#### [EXERCISE OBJECTIVE]
Every entry, start to finish, should be printed verbatim without pictures.

TASK MATERIAL Block Start

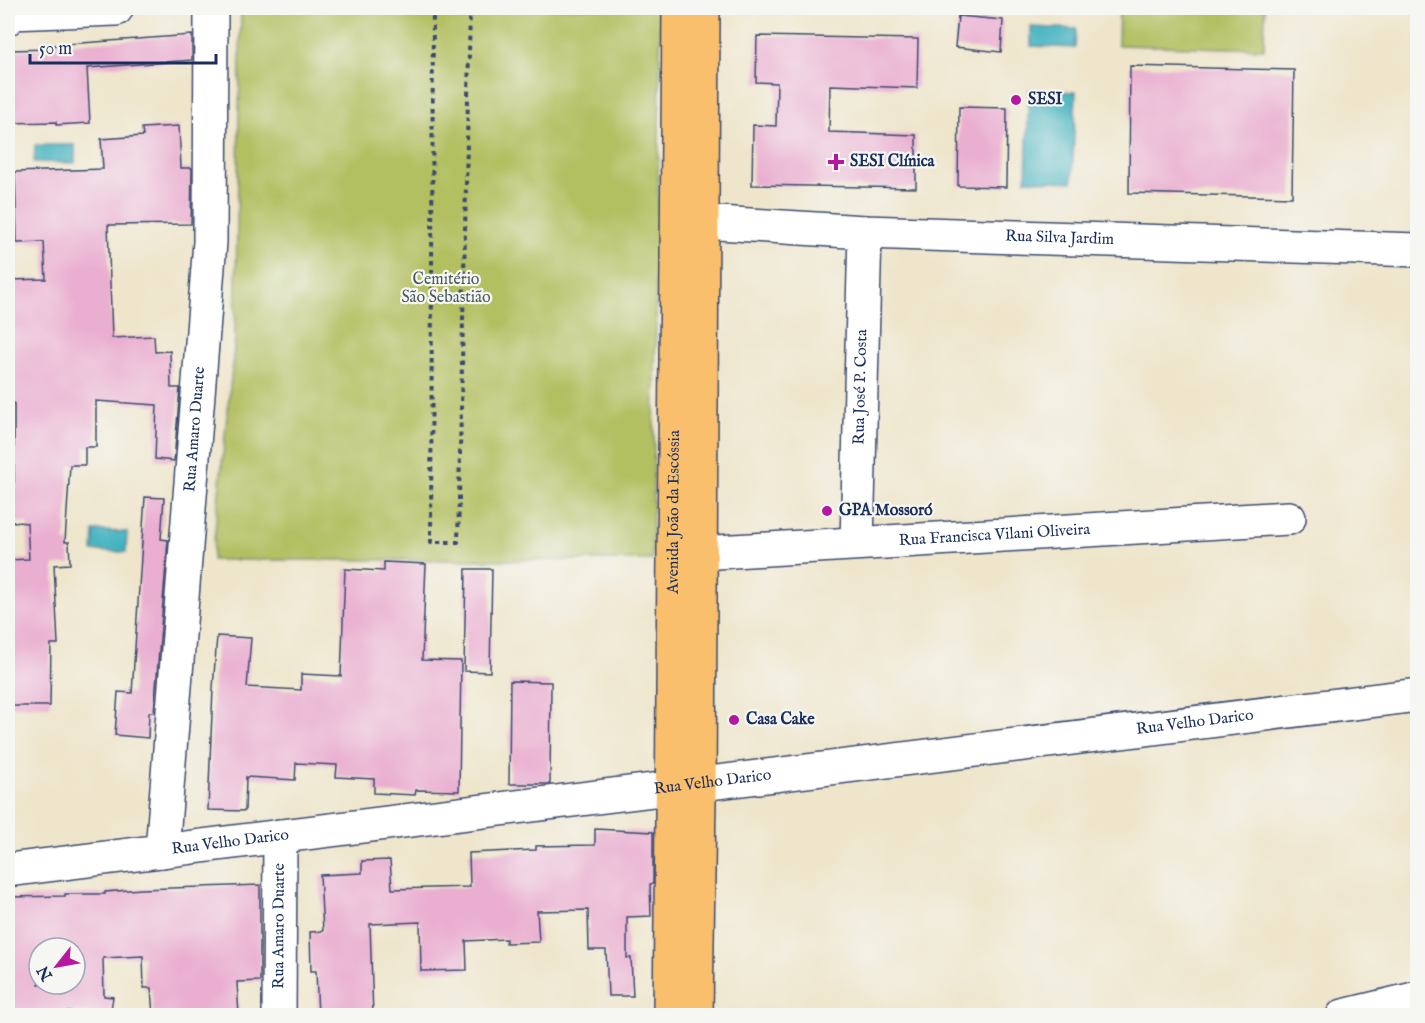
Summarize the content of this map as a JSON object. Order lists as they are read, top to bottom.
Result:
{
  "streets": {
    "main road": ["Avenida João da Escóssia"],
    "street": [
      "Rua Silva Jardim",
      "Rua José P. Costa",
      "Rua Amaro Duarte",
      "Rua Francisca Vilani Oliveira",
      "Rua Velho Darico"
    ]
  },
  "crossings": [
    ["Rua Silva Jardim", "Rua José P. Costa"],
    ["Rua Silva Jardim", "Avenida João da Escóssia"],
    ["Rua José P. Costa", "Rua Francisca Vilani Oliveira"],
    ["Rua Amaro Duarte", "Rua Velho Darico"],
    ["Avenida João da Escóssia", "Rua Francisca Vilani Oliveira"],
    ["Avenida João da Escóssia", "Rua Velho Darico"]
  ],
  "parks": ["Cemitério São Sebastião"],
  "places": {
    "other": ["SESI", "GPA Mossoró", "Casa Cake"],
    "health": ["SESI Clínica"]
  },
  "scale_bar": "50 m",
  "north": "bottom left"
}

TASK MATERIAL Block End

#### [REPLY]
Summarize the content of this map as a JSON object. Order lists as they are read, top to bottom.
Result:
{
  "streets": {
    "main road": ["Avenida João da Escóssia"],
    "street": [
      "Rua Silva Jardim",
      "Rua José P. Costa",
      "Rua Amaro Duarte",
      "Rua Francisca Vilani Oliveira",
      "Rua Velho Darico"
    ]
  },
  "crossings": [
    ["Rua Silva Jardim", "Rua José P. Costa"],
    ["Rua Silva Jardim", "Avenida João da Escóssia"],
    ["Rua José P. Costa", "Rua Francisca Vilani Oliveira"],
    ["Rua Amaro Duarte", "Rua Velho Darico"],
    ["Avenida João da Escóssia", "Rua Francisca Vilani Oliveira"],
    ["Avenida João da Escóssia", "Rua Velho Darico"]
  ],
  "parks": ["Cemitério São Sebastião"],
  "places": {
    "other": ["SESI", "GPA Mossoró", "Casa Cake"],
    "health": ["SESI Clínica"]
  },
  "scale_bar": "50 m",
  "north": "bottom left"
}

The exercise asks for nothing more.